Each of the lines below must be written out exactly as shown.

Collected data

──────────

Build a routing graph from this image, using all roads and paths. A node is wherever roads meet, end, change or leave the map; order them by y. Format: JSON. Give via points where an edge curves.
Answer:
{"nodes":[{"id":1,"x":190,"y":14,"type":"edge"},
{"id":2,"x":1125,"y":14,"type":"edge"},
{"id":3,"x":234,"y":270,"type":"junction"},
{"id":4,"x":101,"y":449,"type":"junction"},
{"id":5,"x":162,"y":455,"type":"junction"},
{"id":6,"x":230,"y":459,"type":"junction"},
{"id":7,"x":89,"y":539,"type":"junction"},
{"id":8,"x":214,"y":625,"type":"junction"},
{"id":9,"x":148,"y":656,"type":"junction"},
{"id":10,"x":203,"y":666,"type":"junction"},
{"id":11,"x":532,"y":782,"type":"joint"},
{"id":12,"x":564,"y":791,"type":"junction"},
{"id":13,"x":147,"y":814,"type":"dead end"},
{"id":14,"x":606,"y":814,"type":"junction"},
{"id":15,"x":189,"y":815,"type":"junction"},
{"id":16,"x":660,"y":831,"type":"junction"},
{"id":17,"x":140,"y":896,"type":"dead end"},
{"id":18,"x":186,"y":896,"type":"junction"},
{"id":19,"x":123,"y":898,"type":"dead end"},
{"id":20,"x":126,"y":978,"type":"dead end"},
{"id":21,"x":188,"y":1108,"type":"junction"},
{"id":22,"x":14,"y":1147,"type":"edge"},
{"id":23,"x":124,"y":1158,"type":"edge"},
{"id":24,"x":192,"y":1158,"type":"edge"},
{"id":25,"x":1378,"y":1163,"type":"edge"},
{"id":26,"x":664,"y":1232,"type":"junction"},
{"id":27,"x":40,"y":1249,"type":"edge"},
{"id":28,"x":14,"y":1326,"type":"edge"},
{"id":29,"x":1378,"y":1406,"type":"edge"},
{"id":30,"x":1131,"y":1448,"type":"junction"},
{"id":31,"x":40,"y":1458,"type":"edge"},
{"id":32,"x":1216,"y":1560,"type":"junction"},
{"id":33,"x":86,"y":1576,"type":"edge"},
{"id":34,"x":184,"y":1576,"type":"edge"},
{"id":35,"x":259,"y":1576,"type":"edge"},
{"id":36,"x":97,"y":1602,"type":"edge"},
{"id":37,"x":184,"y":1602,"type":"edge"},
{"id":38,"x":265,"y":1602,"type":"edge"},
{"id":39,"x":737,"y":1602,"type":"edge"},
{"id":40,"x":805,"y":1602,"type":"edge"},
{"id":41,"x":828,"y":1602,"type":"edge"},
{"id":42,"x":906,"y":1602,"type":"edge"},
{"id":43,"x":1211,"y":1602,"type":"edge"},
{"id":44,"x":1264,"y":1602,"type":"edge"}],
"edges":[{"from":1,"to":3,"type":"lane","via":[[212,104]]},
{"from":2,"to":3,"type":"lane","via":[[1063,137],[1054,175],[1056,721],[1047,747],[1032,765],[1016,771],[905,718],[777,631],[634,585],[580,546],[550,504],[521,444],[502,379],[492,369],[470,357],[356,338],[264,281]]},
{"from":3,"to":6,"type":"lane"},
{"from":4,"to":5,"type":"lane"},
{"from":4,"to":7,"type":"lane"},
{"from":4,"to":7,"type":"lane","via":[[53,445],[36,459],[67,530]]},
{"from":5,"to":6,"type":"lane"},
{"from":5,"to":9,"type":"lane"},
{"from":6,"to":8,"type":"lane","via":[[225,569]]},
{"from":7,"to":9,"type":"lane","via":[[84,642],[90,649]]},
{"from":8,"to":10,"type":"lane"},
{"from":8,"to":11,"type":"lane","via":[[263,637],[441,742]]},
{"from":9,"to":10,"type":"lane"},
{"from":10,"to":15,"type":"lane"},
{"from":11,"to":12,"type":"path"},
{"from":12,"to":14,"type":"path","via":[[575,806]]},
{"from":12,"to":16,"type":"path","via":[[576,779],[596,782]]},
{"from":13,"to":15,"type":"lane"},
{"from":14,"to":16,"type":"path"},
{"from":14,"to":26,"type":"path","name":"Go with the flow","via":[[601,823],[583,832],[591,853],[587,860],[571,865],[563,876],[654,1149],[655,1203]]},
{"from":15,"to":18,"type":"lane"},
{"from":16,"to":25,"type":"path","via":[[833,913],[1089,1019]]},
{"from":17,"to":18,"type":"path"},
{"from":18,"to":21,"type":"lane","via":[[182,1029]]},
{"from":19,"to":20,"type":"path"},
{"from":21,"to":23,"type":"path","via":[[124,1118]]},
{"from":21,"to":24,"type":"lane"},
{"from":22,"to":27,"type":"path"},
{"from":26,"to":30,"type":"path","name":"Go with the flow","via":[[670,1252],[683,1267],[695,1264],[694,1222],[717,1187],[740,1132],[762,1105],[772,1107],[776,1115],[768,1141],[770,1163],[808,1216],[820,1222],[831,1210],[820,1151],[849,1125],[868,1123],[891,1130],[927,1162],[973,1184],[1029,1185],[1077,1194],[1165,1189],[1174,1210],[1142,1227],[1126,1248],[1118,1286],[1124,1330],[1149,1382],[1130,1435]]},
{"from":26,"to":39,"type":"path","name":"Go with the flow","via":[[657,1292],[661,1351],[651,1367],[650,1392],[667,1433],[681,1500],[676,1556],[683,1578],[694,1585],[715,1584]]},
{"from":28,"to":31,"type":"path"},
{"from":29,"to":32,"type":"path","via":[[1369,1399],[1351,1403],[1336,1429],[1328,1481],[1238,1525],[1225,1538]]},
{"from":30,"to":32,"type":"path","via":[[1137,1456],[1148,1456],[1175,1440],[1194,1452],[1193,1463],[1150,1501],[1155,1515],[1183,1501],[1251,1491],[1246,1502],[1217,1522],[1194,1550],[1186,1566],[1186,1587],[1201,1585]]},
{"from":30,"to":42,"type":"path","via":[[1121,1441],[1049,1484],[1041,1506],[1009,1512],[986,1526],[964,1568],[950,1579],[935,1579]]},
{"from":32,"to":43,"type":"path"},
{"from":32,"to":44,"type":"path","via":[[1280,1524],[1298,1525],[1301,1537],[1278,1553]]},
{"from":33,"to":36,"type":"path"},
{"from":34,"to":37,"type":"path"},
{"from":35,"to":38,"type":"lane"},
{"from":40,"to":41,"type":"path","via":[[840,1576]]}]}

──────────

* [Response to this exercise]:
Build a routing graph from this image, using all roads and paths. A node is wherever roads meet, end, change or leave the map; order them by y. Format: JSON. Give via points where an edge curves.
Answer:
{"nodes":[{"id":1,"x":190,"y":14,"type":"edge"},
{"id":2,"x":1125,"y":14,"type":"edge"},
{"id":3,"x":234,"y":270,"type":"junction"},
{"id":4,"x":101,"y":449,"type":"junction"},
{"id":5,"x":162,"y":455,"type":"junction"},
{"id":6,"x":230,"y":459,"type":"junction"},
{"id":7,"x":89,"y":539,"type":"junction"},
{"id":8,"x":214,"y":625,"type":"junction"},
{"id":9,"x":148,"y":656,"type":"junction"},
{"id":10,"x":203,"y":666,"type":"junction"},
{"id":11,"x":532,"y":782,"type":"joint"},
{"id":12,"x":564,"y":791,"type":"junction"},
{"id":13,"x":147,"y":814,"type":"dead end"},
{"id":14,"x":606,"y":814,"type":"junction"},
{"id":15,"x":189,"y":815,"type":"junction"},
{"id":16,"x":660,"y":831,"type":"junction"},
{"id":17,"x":140,"y":896,"type":"dead end"},
{"id":18,"x":186,"y":896,"type":"junction"},
{"id":19,"x":123,"y":898,"type":"dead end"},
{"id":20,"x":126,"y":978,"type":"dead end"},
{"id":21,"x":188,"y":1108,"type":"junction"},
{"id":22,"x":14,"y":1147,"type":"edge"},
{"id":23,"x":124,"y":1158,"type":"edge"},
{"id":24,"x":192,"y":1158,"type":"edge"},
{"id":25,"x":1378,"y":1163,"type":"edge"},
{"id":26,"x":664,"y":1232,"type":"junction"},
{"id":27,"x":40,"y":1249,"type":"edge"},
{"id":28,"x":14,"y":1326,"type":"edge"},
{"id":29,"x":1378,"y":1406,"type":"edge"},
{"id":30,"x":1131,"y":1448,"type":"junction"},
{"id":31,"x":40,"y":1458,"type":"edge"},
{"id":32,"x":1216,"y":1560,"type":"junction"},
{"id":33,"x":86,"y":1576,"type":"edge"},
{"id":34,"x":184,"y":1576,"type":"edge"},
{"id":35,"x":259,"y":1576,"type":"edge"},
{"id":36,"x":97,"y":1602,"type":"edge"},
{"id":37,"x":184,"y":1602,"type":"edge"},
{"id":38,"x":265,"y":1602,"type":"edge"},
{"id":39,"x":737,"y":1602,"type":"edge"},
{"id":40,"x":805,"y":1602,"type":"edge"},
{"id":41,"x":828,"y":1602,"type":"edge"},
{"id":42,"x":906,"y":1602,"type":"edge"},
{"id":43,"x":1211,"y":1602,"type":"edge"},
{"id":44,"x":1264,"y":1602,"type":"edge"}],
"edges":[{"from":1,"to":3,"type":"lane","via":[[212,104]]},
{"from":2,"to":3,"type":"lane","via":[[1063,137],[1054,175],[1056,721],[1047,747],[1032,765],[1016,771],[905,718],[777,631],[634,585],[580,546],[550,504],[521,444],[502,379],[492,369],[470,357],[356,338],[264,281]]},
{"from":3,"to":6,"type":"lane"},
{"from":4,"to":5,"type":"lane"},
{"from":4,"to":7,"type":"lane"},
{"from":4,"to":7,"type":"lane","via":[[53,445],[36,459],[67,530]]},
{"from":5,"to":6,"type":"lane"},
{"from":5,"to":9,"type":"lane"},
{"from":6,"to":8,"type":"lane","via":[[225,569]]},
{"from":7,"to":9,"type":"lane","via":[[84,642],[90,649]]},
{"from":8,"to":10,"type":"lane"},
{"from":8,"to":11,"type":"lane","via":[[263,637],[441,742]]},
{"from":9,"to":10,"type":"lane"},
{"from":10,"to":15,"type":"lane"},
{"from":11,"to":12,"type":"path"},
{"from":12,"to":14,"type":"path","via":[[575,806]]},
{"from":12,"to":16,"type":"path","via":[[576,779],[596,782]]},
{"from":13,"to":15,"type":"lane"},
{"from":14,"to":16,"type":"path"},
{"from":14,"to":26,"type":"path","name":"Go with the flow","via":[[601,823],[583,832],[591,853],[587,860],[571,865],[563,876],[654,1149],[655,1203]]},
{"from":15,"to":18,"type":"lane"},
{"from":16,"to":25,"type":"path","via":[[833,913],[1089,1019]]},
{"from":17,"to":18,"type":"path"},
{"from":18,"to":21,"type":"lane","via":[[182,1029]]},
{"from":19,"to":20,"type":"path"},
{"from":21,"to":23,"type":"path","via":[[124,1118]]},
{"from":21,"to":24,"type":"lane"},
{"from":22,"to":27,"type":"path"},
{"from":26,"to":30,"type":"path","name":"Go with the flow","via":[[670,1252],[683,1267],[695,1264],[694,1222],[717,1187],[740,1132],[762,1105],[772,1107],[776,1115],[768,1141],[770,1163],[808,1216],[820,1222],[831,1210],[820,1151],[849,1125],[868,1123],[891,1130],[927,1162],[973,1184],[1029,1185],[1077,1194],[1165,1189],[1174,1210],[1142,1227],[1126,1248],[1118,1286],[1124,1330],[1149,1382],[1130,1435]]},
{"from":26,"to":39,"type":"path","name":"Go with the flow","via":[[657,1292],[661,1351],[651,1367],[650,1392],[667,1433],[681,1500],[676,1556],[683,1578],[694,1585],[715,1584]]},
{"from":28,"to":31,"type":"path"},
{"from":29,"to":32,"type":"path","via":[[1369,1399],[1351,1403],[1336,1429],[1328,1481],[1238,1525],[1225,1538]]},
{"from":30,"to":32,"type":"path","via":[[1137,1456],[1148,1456],[1175,1440],[1194,1452],[1193,1463],[1150,1501],[1155,1515],[1183,1501],[1251,1491],[1246,1502],[1217,1522],[1194,1550],[1186,1566],[1186,1587],[1201,1585]]},
{"from":30,"to":42,"type":"path","via":[[1121,1441],[1049,1484],[1041,1506],[1009,1512],[986,1526],[964,1568],[950,1579],[935,1579]]},
{"from":32,"to":43,"type":"path"},
{"from":32,"to":44,"type":"path","via":[[1280,1524],[1298,1525],[1301,1537],[1278,1553]]},
{"from":33,"to":36,"type":"path"},
{"from":34,"to":37,"type":"path"},
{"from":35,"to":38,"type":"lane"},
{"from":40,"to":41,"type":"path","via":[[840,1576]]}]}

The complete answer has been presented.